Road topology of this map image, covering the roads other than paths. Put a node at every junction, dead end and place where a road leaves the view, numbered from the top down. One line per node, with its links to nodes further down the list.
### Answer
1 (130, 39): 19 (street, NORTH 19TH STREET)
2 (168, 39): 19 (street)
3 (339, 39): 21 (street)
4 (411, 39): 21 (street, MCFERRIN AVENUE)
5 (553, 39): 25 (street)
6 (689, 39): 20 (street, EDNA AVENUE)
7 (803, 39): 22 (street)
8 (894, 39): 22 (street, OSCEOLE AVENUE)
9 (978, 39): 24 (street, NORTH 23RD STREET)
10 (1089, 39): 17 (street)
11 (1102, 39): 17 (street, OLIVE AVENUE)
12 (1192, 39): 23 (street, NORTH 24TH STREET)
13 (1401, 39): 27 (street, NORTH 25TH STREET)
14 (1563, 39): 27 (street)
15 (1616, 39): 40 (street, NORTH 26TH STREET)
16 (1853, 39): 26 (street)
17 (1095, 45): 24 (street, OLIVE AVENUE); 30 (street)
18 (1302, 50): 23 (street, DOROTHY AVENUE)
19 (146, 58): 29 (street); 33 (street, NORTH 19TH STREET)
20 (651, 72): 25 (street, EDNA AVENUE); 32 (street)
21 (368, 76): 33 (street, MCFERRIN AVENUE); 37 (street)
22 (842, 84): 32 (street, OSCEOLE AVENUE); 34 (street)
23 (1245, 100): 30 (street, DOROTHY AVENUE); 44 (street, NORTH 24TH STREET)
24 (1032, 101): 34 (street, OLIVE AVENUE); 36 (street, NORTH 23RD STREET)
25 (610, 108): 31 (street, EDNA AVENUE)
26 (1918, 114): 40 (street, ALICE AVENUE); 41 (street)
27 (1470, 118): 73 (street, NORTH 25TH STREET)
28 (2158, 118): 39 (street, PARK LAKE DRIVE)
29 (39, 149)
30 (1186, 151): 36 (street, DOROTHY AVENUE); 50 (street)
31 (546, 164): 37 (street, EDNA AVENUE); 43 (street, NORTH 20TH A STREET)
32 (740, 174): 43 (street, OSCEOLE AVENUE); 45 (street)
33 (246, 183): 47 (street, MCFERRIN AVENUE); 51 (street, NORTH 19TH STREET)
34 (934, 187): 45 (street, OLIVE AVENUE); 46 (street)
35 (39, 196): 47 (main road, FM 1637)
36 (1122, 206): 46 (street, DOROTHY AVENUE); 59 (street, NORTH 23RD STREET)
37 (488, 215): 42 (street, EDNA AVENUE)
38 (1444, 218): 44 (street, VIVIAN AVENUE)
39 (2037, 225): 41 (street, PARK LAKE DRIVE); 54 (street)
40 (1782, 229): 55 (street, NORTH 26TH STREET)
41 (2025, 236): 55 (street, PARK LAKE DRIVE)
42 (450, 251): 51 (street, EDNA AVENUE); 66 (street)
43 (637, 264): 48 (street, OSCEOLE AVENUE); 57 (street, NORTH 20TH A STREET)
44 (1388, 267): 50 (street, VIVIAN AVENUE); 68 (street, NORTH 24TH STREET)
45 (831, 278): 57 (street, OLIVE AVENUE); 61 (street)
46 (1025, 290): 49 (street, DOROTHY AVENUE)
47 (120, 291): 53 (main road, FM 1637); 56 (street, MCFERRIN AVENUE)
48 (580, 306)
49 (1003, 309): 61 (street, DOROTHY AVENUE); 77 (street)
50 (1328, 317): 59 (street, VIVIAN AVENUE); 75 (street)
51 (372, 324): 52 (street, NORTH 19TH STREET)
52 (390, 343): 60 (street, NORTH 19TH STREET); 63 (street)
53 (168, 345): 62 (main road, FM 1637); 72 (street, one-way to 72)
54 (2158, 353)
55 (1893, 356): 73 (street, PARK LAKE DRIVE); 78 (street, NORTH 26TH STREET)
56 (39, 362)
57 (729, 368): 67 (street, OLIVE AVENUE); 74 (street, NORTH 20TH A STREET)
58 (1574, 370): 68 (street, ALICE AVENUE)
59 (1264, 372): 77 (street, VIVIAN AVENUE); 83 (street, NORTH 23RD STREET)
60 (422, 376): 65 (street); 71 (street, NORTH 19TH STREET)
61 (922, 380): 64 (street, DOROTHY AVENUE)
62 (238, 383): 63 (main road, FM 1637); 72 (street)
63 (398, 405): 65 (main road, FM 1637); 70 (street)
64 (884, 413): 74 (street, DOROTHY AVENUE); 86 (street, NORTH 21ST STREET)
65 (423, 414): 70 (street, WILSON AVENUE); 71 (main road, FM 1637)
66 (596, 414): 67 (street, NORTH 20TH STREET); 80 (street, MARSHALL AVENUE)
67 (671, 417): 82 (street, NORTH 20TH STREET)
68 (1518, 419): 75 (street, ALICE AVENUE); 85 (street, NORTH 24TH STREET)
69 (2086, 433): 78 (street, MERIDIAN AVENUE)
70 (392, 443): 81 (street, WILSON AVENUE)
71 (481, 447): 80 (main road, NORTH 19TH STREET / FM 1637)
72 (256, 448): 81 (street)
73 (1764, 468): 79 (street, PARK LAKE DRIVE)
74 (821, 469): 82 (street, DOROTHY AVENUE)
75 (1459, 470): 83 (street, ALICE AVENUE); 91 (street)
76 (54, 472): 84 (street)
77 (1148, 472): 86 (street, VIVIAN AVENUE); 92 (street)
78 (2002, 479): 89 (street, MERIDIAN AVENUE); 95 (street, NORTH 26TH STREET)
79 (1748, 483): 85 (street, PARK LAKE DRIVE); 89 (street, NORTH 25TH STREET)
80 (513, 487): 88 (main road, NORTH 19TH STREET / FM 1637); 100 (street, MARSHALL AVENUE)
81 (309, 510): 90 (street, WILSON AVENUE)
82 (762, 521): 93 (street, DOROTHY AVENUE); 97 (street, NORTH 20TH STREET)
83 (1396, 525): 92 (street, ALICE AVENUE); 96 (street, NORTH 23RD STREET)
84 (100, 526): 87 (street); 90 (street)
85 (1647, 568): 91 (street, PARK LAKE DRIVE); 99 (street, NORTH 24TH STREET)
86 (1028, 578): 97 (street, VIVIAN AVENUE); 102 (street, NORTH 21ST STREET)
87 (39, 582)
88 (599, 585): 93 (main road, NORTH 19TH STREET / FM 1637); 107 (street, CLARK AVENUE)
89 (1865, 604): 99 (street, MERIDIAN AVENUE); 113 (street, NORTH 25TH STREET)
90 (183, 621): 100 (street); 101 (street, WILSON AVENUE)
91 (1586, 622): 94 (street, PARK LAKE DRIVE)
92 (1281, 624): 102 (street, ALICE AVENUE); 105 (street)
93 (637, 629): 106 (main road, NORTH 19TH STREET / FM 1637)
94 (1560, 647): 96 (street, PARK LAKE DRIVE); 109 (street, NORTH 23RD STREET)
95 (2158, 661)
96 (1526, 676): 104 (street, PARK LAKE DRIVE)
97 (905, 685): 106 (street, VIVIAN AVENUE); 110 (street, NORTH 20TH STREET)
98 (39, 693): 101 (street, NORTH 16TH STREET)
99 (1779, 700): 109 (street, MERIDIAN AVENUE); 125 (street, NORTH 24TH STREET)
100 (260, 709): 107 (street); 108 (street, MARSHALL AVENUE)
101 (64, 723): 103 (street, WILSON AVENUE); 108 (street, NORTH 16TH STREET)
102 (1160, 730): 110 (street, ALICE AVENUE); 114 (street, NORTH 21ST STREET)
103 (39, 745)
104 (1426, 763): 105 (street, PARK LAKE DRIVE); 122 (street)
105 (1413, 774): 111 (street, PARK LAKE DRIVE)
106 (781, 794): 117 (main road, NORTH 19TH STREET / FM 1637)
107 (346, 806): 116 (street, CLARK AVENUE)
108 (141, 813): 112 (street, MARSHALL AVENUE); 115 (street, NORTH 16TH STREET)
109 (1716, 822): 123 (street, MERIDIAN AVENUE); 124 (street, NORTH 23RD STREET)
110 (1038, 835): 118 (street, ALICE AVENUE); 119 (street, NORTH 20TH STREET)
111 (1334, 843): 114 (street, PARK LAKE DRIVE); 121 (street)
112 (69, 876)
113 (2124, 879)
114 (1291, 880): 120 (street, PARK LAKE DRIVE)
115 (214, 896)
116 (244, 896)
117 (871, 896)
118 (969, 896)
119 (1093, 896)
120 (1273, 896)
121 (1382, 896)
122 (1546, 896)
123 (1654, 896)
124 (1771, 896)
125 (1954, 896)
# # # #
In the listing above, find each line with "WILSON" and copy it.

65 (423, 414): 70 (street, WILSON AVENUE); 71 (main road, FM 1637)
70 (392, 443): 81 (street, WILSON AVENUE)
81 (309, 510): 90 (street, WILSON AVENUE)
90 (183, 621): 100 (street); 101 (street, WILSON AVENUE)
101 (64, 723): 103 (street, WILSON AVENUE); 108 (street, NORTH 16TH STREET)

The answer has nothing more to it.